If by an 11 you mean a 1 and a 1, then yes. Otherwise, there are multiple combinations that can produce a result of 11. Not sure where you’re going with this.

Sorry, heh… I mean eleven. You can get 6-5 or 5-6, as you allude to. Each die is different, then, yes. So what’s the probability of getting a total of ten? Do you agree that there are three ways: 4-6, 5-5, 6-4, so it’s 3/36? You don’t count 5-5 twice, right?

Sounds about right to me.

If I rolled two dice and said my total was 10 and that one of the dice read 4, would you say that the other die had probability 1/6 of being 6?

Depends on how many sides the die has. And how many of those sides are sixes.

Your face!

The problems people have with basic probability never cease to amaze me.

Assuming a standard six-sided die, I’d say it had a 100% possibility of being six, since there’s no other option, right?

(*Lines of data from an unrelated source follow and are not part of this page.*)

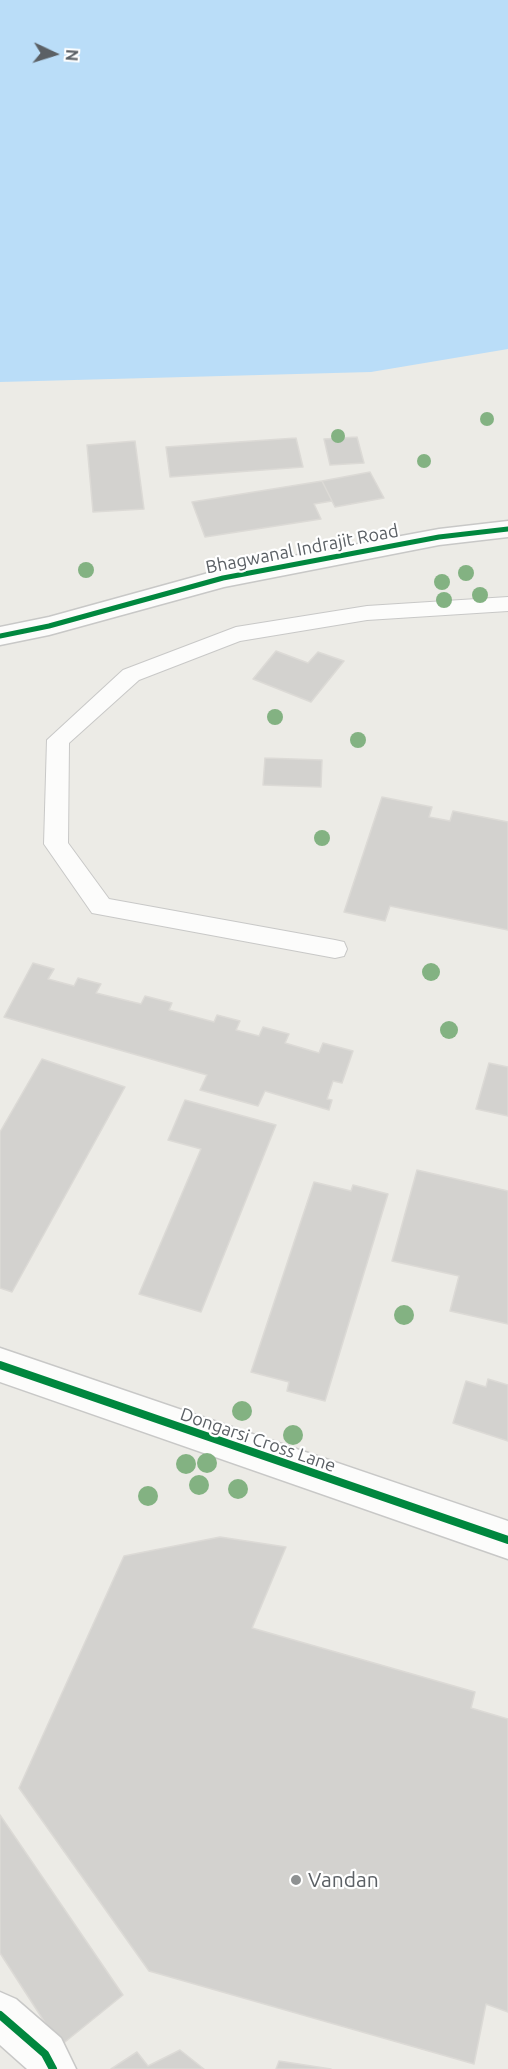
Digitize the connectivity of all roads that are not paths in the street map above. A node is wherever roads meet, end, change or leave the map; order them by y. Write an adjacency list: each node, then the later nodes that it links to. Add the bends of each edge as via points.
1 (508, 529): 3 (street, Bhagwanal Indrajit Road, via 439,537 223,578)
2 (508, 604): 4 (lane, via 367,613 236,634 131,675 58,740 56,844 101,907)
3 (0, 636)
4 (335, 948)
5 (0, 1365): 6 (street, Dongarsi Cross Lane)
6 (508, 1540)
7 (0, 2015): 8 (street, via 45,2054)
8 (53, 2069)

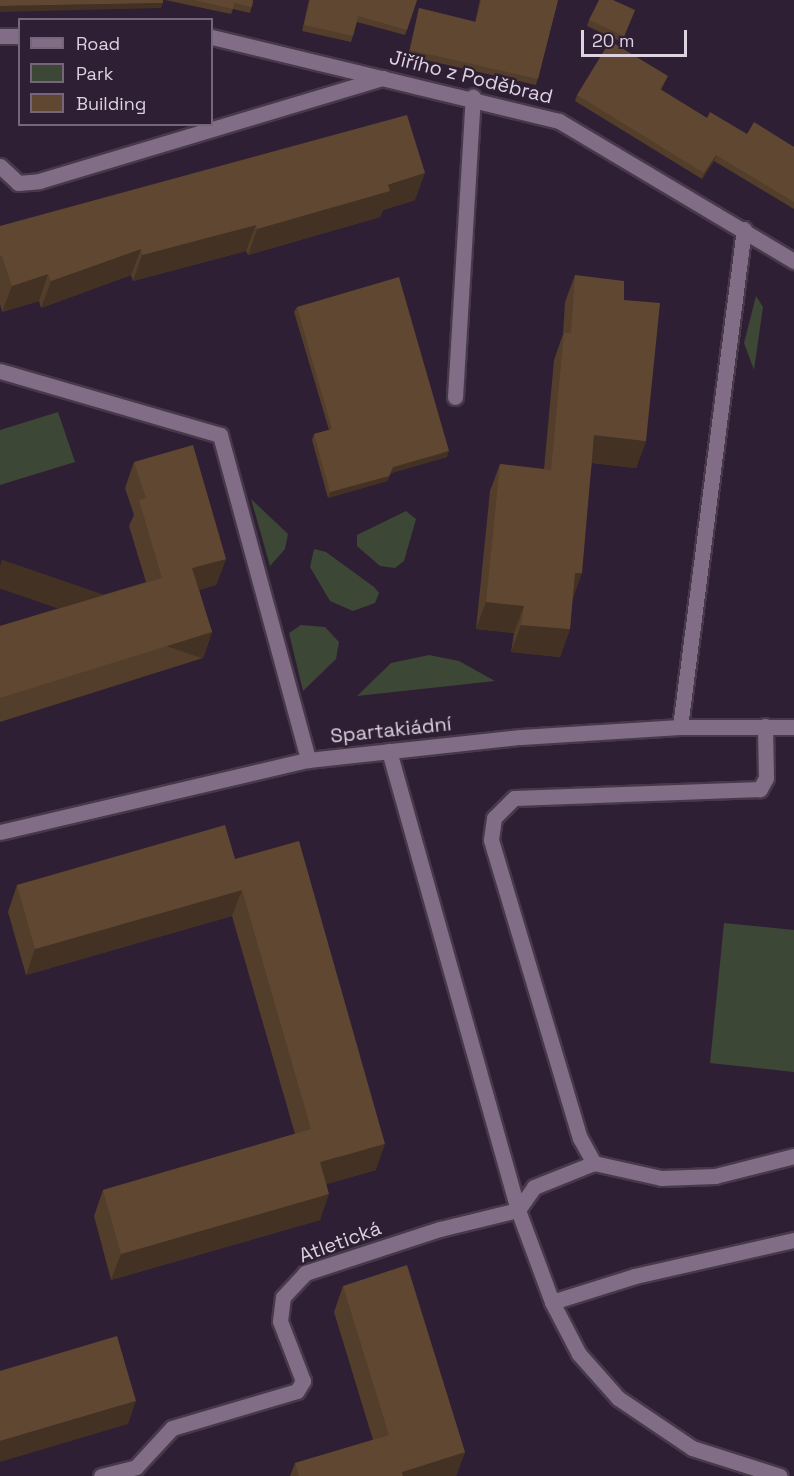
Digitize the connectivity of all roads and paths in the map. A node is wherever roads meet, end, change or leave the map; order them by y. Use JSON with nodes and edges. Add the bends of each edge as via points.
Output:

No, he’s right. Look at it like this (using binary instead of quarters)-- the possible outcomes are:

Quarter #1: 1 1 0 0
Quarter #2: 1 0 1 0

Four possible combinations, all equally likely, so the odds of each combination coming up are 25%.

But if following the “Must show heads if any heads flipped rule”, on those particular rounds where the rule comes into effect, the possible outcomes are culled to:

Quarter #1: 1 1 0
Quarter #2: 1 0 1

Or from the victim’s perspective:

Hidden: 1 0 0
Shown: 1 1 1

So while your statement that “the only possible outcomes are it being HEADS-heads or HEADS-tails” is correct, the trick is realizing that HEADS-tails is twice as likely to come up than HEADS-heads.

As a corollary, and to put a bullet in the “two outcomes = 50% odds” notion, if you’re shown tails under this rule, the probability that the other quarter is tails is 100%.

Reading back, I see now that how he phrased it makes it a two phase problem, mea culpa. I still say it’s damned wanking and little more, but I get what’s going on now. Edit: Though I do stand by my observation that as you add variables it goes towards 1/2 mathematically. And since we can specify a near-infinite number of variables to extend the original question (boy/girl older/younger longer hair/shorter hair and any other binary <> aspect) it winds up at 1/2 in every instance except math problems.

H.

cue noise of “aaaaaah” I get what you’re saying now.

This is why I hate probability and its fallacies. If I have to guess the gender of a kid, I’m going to say “Hey, kid! You a boy or a girl?” and remove all doubt. Fucking Schrodinger and his damn cat.

I still don’t get the Boy-Girl Paradox though.